FOREMAN: And even the ADL explicitly says, "The majority of uses of Pepe the Frog have been, and continue to be non-bigoted. Posting a Pepe meme does not mean that someone is racist or white supremacist." But the ADL has decided sometimes, a simple cartoon character can be as bad as a confederate flag or a swastika.

And making too little or too much of that could now be dangerous for either candidate.


LEMON: Tom, thank you very much. Here to discuss now, CNN Political Commentator, Matt Lewis, a senior contributor to "The Daily Caller."

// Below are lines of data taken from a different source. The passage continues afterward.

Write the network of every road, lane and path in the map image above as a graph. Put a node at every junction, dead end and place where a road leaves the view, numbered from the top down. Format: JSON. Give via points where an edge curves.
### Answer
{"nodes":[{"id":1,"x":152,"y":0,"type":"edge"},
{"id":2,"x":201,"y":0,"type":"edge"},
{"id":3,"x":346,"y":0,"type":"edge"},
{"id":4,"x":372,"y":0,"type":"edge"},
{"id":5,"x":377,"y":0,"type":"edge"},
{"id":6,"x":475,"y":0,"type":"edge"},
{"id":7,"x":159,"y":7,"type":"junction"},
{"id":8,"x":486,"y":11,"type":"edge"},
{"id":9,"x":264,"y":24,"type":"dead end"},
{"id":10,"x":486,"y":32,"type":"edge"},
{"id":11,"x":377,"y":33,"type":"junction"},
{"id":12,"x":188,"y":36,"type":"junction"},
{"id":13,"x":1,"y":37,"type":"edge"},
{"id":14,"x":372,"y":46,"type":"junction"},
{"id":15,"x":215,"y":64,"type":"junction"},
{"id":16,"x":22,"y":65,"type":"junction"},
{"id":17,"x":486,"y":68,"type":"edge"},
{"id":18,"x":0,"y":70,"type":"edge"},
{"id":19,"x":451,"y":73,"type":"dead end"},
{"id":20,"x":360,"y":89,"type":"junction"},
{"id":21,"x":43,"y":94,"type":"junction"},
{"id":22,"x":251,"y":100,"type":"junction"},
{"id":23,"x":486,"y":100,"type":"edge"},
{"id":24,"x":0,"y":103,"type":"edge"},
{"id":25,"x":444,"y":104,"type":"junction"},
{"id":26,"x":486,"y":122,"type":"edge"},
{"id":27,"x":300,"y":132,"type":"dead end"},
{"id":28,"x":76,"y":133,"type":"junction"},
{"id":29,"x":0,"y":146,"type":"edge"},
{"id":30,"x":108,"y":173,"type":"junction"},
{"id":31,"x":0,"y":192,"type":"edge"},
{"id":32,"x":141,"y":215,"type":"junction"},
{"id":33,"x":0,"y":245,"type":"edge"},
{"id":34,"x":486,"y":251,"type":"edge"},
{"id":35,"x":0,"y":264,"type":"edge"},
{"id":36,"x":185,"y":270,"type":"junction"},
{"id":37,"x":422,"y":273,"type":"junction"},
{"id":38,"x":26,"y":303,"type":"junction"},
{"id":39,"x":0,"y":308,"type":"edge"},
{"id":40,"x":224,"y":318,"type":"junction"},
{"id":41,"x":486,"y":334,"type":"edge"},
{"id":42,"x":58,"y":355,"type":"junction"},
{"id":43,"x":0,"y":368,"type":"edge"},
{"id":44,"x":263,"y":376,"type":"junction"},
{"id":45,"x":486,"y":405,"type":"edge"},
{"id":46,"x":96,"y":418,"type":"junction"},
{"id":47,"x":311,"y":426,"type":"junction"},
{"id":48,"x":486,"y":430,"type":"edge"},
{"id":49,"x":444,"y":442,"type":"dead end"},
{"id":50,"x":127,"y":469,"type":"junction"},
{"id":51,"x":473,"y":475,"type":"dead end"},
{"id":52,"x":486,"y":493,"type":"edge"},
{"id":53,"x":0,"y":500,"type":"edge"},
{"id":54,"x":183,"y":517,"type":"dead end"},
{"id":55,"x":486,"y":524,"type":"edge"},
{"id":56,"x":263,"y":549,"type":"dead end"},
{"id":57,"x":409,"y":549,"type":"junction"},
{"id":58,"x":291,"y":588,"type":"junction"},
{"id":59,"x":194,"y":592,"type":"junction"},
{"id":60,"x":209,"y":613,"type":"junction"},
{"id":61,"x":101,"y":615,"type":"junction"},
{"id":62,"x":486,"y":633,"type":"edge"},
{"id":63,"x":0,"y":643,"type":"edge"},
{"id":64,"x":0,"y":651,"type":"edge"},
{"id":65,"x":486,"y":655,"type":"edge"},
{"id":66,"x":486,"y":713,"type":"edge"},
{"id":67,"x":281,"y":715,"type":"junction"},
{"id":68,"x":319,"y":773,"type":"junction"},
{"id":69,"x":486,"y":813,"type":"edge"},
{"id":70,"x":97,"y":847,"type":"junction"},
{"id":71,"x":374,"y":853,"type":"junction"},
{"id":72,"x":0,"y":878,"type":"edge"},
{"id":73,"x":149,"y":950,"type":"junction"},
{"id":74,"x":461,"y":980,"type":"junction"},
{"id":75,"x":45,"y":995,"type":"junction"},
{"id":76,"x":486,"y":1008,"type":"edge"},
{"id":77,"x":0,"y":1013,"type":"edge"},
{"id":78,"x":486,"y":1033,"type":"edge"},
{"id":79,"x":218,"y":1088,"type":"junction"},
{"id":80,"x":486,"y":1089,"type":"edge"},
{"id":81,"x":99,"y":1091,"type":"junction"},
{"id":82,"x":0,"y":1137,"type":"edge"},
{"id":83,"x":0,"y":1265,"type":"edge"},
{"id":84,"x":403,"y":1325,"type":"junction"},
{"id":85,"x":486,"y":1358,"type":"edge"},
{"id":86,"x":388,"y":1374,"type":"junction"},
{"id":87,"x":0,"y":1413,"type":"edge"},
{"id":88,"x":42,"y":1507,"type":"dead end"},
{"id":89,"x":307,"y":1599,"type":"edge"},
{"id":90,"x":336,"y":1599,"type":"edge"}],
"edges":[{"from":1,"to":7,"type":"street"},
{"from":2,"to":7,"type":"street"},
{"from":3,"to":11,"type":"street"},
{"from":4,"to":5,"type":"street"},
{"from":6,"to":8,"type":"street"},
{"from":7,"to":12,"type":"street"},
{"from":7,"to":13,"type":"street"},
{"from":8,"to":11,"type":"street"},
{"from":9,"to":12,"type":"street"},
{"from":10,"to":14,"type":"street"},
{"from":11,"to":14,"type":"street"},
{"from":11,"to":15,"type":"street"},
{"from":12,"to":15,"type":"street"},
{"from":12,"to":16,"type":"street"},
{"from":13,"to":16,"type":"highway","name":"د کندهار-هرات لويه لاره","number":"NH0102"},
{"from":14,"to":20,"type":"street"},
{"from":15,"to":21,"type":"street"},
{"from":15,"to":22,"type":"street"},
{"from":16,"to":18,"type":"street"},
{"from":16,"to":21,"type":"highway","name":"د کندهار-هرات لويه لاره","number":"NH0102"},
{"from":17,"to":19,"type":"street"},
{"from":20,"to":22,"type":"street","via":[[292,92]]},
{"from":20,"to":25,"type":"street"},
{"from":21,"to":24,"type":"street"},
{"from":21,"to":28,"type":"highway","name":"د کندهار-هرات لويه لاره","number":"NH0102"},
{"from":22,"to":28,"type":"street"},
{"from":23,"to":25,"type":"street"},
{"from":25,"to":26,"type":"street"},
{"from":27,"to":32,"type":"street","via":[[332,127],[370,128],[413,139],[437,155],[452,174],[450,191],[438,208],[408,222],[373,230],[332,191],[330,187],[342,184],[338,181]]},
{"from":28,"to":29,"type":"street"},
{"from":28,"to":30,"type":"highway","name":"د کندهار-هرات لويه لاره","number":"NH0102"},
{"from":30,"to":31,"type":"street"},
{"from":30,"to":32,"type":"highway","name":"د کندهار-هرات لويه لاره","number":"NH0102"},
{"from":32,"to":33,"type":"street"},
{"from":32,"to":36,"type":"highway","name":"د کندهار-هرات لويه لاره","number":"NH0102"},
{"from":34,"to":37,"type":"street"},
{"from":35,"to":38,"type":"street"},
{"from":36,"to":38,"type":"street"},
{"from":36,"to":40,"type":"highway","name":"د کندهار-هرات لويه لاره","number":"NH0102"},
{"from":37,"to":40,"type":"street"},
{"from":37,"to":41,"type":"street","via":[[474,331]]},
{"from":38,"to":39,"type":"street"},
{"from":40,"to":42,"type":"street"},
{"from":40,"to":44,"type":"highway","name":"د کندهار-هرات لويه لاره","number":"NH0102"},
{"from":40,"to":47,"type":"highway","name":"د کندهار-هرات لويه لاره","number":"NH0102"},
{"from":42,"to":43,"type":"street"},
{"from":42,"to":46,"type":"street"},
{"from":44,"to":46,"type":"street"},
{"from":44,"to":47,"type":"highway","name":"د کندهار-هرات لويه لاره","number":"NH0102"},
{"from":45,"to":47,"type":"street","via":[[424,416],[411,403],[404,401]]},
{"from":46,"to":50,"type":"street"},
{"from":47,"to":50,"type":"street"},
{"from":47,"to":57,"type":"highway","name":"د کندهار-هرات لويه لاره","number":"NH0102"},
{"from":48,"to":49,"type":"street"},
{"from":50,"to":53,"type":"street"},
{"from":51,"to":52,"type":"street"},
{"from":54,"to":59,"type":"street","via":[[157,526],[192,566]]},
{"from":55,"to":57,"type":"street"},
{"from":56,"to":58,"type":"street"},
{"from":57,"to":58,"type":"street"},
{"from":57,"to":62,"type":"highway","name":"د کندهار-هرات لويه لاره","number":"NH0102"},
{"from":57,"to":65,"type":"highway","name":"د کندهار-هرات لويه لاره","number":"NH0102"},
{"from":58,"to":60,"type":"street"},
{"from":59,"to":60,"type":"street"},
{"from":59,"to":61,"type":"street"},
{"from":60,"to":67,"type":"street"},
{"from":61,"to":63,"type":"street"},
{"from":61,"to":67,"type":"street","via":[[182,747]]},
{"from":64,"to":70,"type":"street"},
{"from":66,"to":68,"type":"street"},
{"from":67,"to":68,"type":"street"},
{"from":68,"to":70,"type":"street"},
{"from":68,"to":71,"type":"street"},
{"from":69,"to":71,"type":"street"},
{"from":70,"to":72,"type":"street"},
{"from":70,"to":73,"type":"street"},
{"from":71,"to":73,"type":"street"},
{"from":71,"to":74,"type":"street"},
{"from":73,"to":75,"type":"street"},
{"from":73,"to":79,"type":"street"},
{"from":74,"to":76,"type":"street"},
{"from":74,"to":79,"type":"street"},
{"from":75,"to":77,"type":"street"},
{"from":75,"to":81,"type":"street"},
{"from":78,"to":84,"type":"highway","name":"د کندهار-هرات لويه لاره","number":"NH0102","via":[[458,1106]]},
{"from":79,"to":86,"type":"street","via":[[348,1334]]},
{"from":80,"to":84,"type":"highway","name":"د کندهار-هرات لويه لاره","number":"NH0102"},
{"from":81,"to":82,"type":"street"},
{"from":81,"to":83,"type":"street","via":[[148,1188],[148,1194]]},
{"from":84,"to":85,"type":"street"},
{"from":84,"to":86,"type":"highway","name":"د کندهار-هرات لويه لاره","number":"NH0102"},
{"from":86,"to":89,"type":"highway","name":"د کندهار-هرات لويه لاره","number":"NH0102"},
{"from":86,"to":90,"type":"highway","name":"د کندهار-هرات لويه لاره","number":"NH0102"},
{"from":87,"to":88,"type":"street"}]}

So here we go again. Despite Matt, the caveats, you -- you say that Pepe the Frog is clearly tried to anti-semitism and racism. Explain that.

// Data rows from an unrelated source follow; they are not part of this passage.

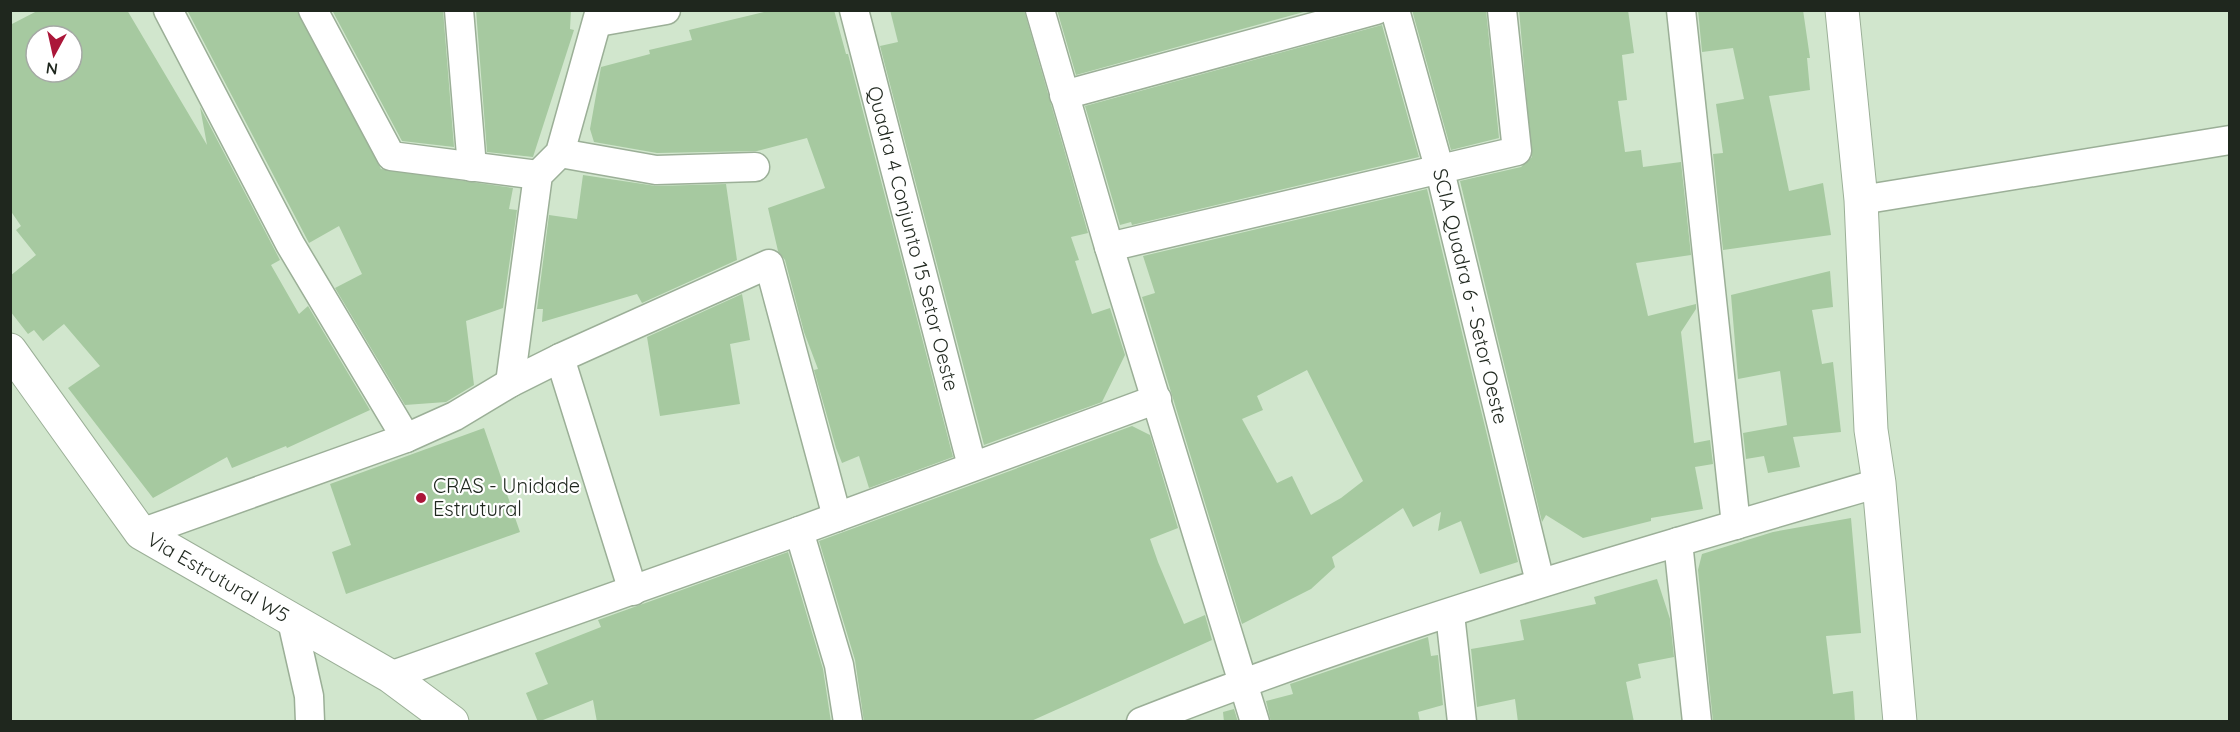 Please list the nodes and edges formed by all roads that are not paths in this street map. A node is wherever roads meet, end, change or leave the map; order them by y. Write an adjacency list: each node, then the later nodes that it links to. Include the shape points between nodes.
1 (168, 10): 26 (street, via 290,244)
2 (313, 10): 16 (street, via 391,156)
3 (459, 10): 16 (street)
4 (666, 10): 12 (street)
5 (854, 10): 27 (street, Quadra 4 Conjunto 15 Setor Oeste)
6 (1040, 10): 13 (street)
7 (1376, 10): 13 (street)
8 (1395, 10): 18 (street, SCIA Quadra 6 - Setor Oeste)
9 (1502, 10): 18 (street, via 1517,151)
10 (1681, 10): 30 (street)
11 (1842, 10): 20 (street)
12 (599, 16): 15 (street)
13 (1064, 95): 21 (street)
14 (2229, 140): 20 (street)
15 (560, 153): 17 (street, via 656,170); 19 (street)
16 (472, 167): 19 (street)
17 (755, 167)
18 (1440, 171): 21 (street); 34 (street, SCIA Quadra 6 - Setor Oeste)
19 (538, 175): 24 (street)
20 (1861, 200): 28 (street, via 1871,430)
21 (1108, 247): 25 (street)
22 (10, 350): 32 (street, Via Estrutural W5)
23 (560, 358): 24 (street); 29 (street, via 769,264); 35 (street)
24 (510, 383): 26 (street, via 455,416)
25 (1157, 399): 27 (street); 39 (street)
26 (406, 438): 32 (street)
27 (972, 466): 29 (street)
28 (1879, 483): 30 (street); 47 (street)
29 (837, 517): 31 (street)
30 (1736, 525): 33 (street)
31 (799, 531): 35 (street); 42 (street, via 839,666)
32 (141, 533): 37 (street, Via Estrutural W5)
33 (1678, 542): 34 (street); 46 (street)
34 (1540, 582): 36 (street)
35 (633, 591): 38 (street)
36 (1450, 614): 39 (street); 45 (street)
37 (292, 621): 38 (street, Via Estrutural W5); 40 (street, via 309,696)
38 (390, 676): 41 (street, Via Estrutural W5)
39 (1244, 681): 43 (street); 44 (street)
40 (310, 722)
41 (452, 722)
42 (848, 722)
43 (1141, 722)
44 (1255, 722)
45 (1462, 722)
46 (1697, 722)
47 (1900, 722)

MATT LEWIS, CNN POLITICAL COMMENTATOR: Well, look, I mean, you know, as the package said, this started out a dozen years, this (ph) guy, Matt Furie -- that's like my alter ego, that's my buddy count (ph) name, I guess, Matt Furie invented this character about a dozen years ago. And for a long time, it was just what's called a reaction image, a meme, you know.

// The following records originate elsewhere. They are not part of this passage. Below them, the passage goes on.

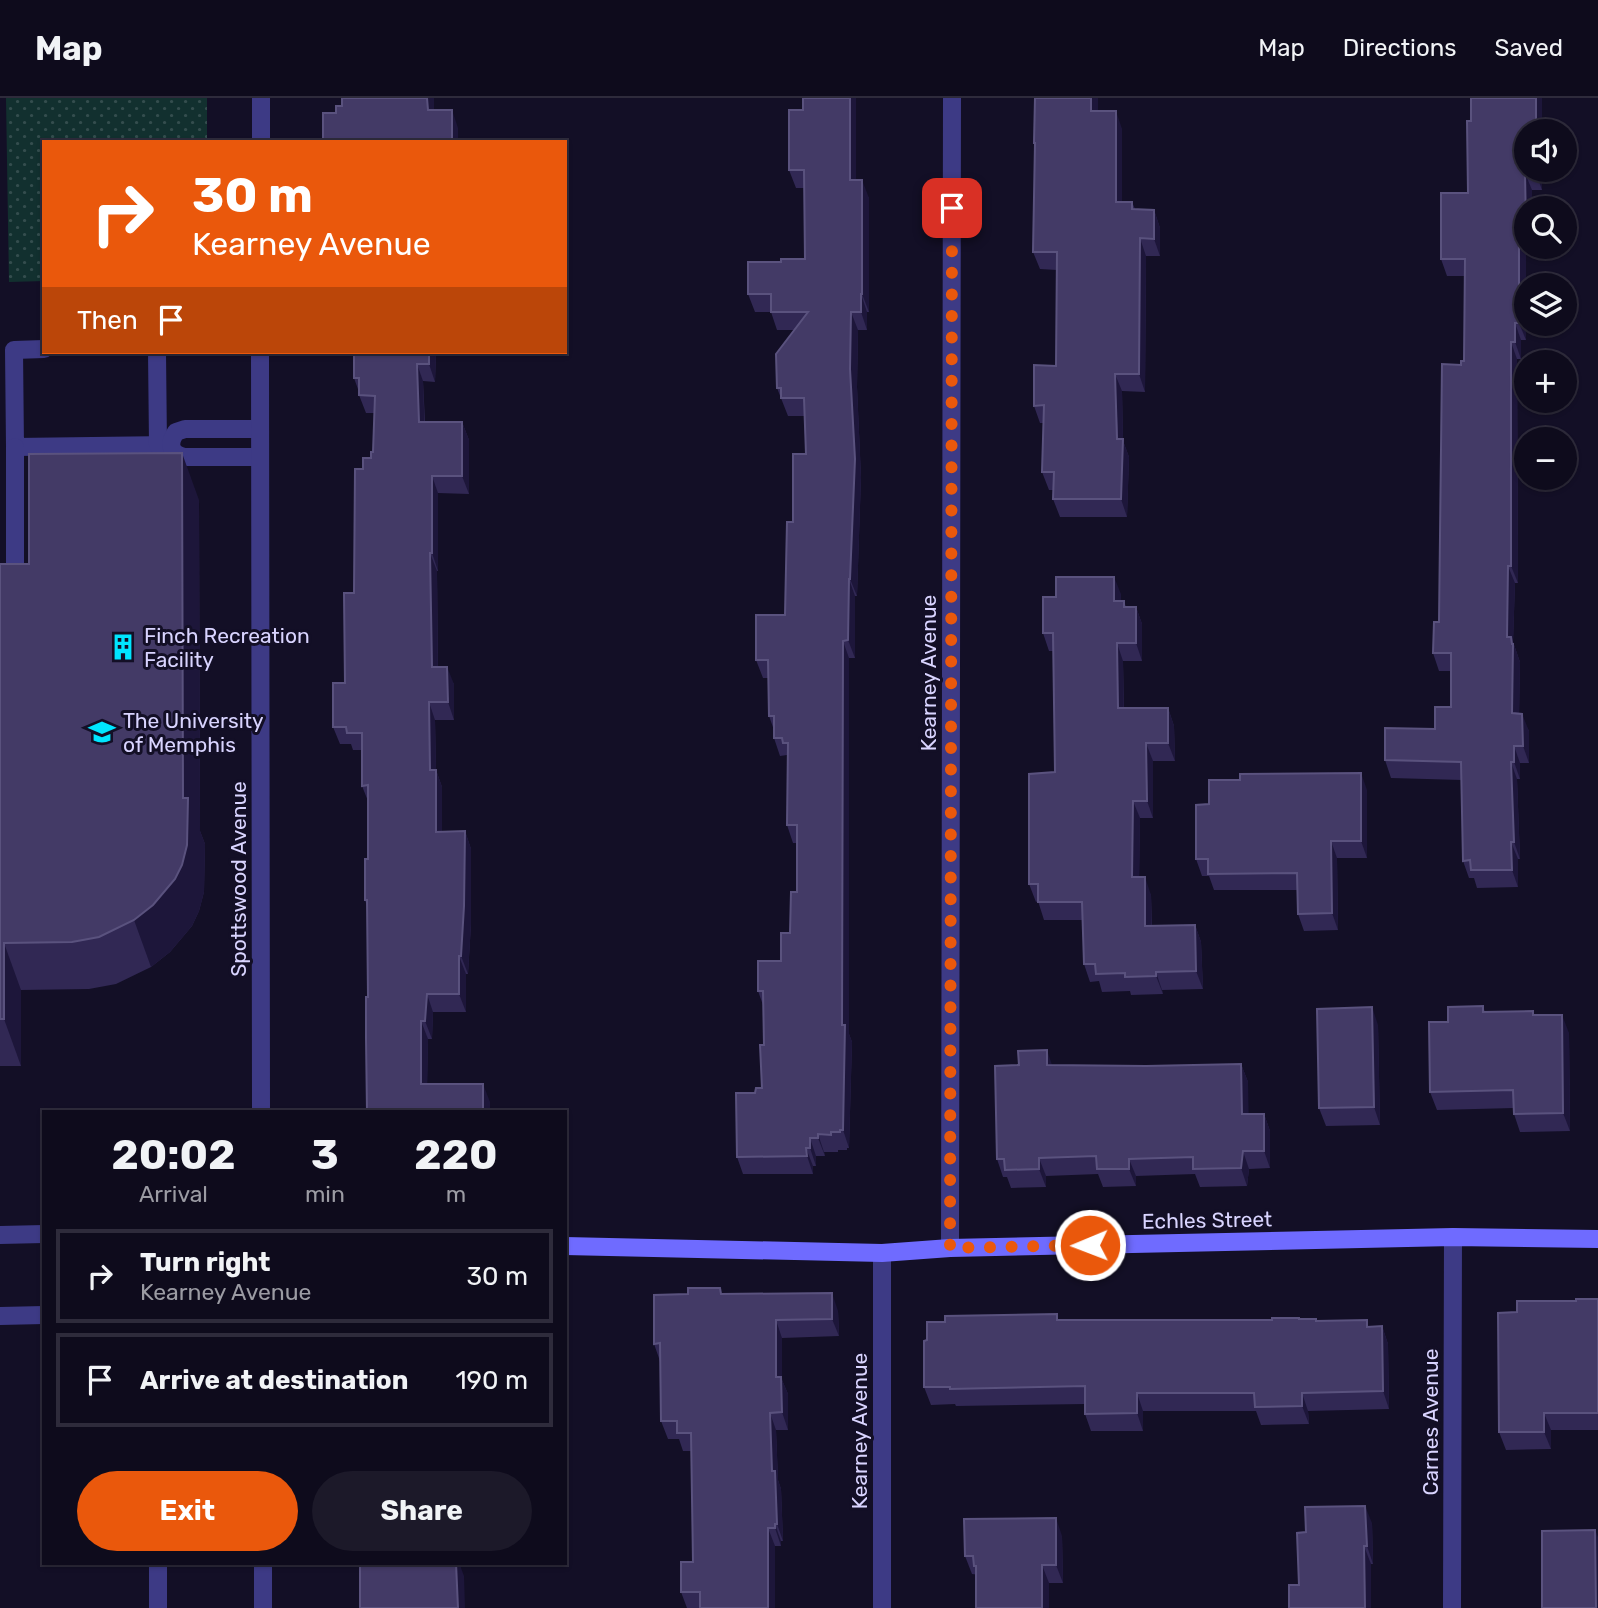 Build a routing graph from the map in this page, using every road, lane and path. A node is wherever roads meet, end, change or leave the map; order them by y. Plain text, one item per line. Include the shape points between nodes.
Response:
1 (261, 98) edge
2 (952, 98) edge
3 (261, 140) edge
4 (42, 349) edge
5 (157, 354) edge
6 (260, 354) edge
7 (260, 429) junction
8 (164, 445) junction
9 (15, 447) junction
10 (260, 457) junction
11 (0, 581) edge
12 (261, 1110) edge
13 (42, 1234) edge
14 (0, 1235) edge
15 (1453, 1237) junction
16 (1598, 1239) edge
17 (567, 1246) edge
18 (950, 1248) junction
19 (882, 1253) junction
20 (42, 1315) edge
21 (0, 1316) edge
22 (158, 1565) edge
23 (262, 1565) edge
24 (158, 1608) edge
25 (263, 1608) edge
26 (882, 1608) edge
27 (1452, 1608) edge

1 - 3 street
2 - 18 street, Kearney Avenue
4 - 9 street via 14,350
5 - 8 street
6 - 7 street, Spottswood Avenue
7 - 8 street via 185,429
7 - 10 street, Spottswood Avenue
8 - 9 street
8 - 10 street via 184,457
9 - 11 street via 15,581
10 - 12 street, Spottswood Avenue
13 - 14 street
15 - 16 street, Echles Street
15 - 18 street, Echles Street
15 - 27 street, Carnes Avenue
17 - 19 street, Echles Street
18 - 19 street, Echles Street
19 - 26 street, Kearney Avenue
20 - 21 street
22 - 24 street
23 - 25 street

So -- so somebody drops a ball at a big football game and you put a picture up of Pepe, making a certain face and it's -- it's funny. But it has been appropriated clearly now by the alt-right. And it's used to express anti-semitic themes. And look, you know, the

swastika was around for about 10,000 years before Christ. But obviously, now, the context of it has changed since the 1940s.

And I think Pepe has now been coopted.

LEMON: After Hillary Clinton, Matt, said that half of Trump's supporters were -- can be put in a basket of deplorables, Donald Trump, Jr. posted this image on his Instagram page, showing Pepe standing with his dad and other conservative figures, and even writing that he's honored to be grouped with them.

How does this fit in with Trump and his surrogates and how they use social media?

LEWIS: Well, look, I take him at his word that he -- that he didn't understand or fully understand the context of using Pepe because that's entirely plausible. I agree -- most -- you know -- it's part of the reason that -- that...

LEMON: Before you go on, though, but if -- if your dad was running for president, wouldn't you sort of do some research and be more careful, ask (ph)...

LEWIS: Well, I would also have done debate prep before I debated if I were -- in fairness. So you know, Donald Trump maybe doesn't live up to my standards of preparation.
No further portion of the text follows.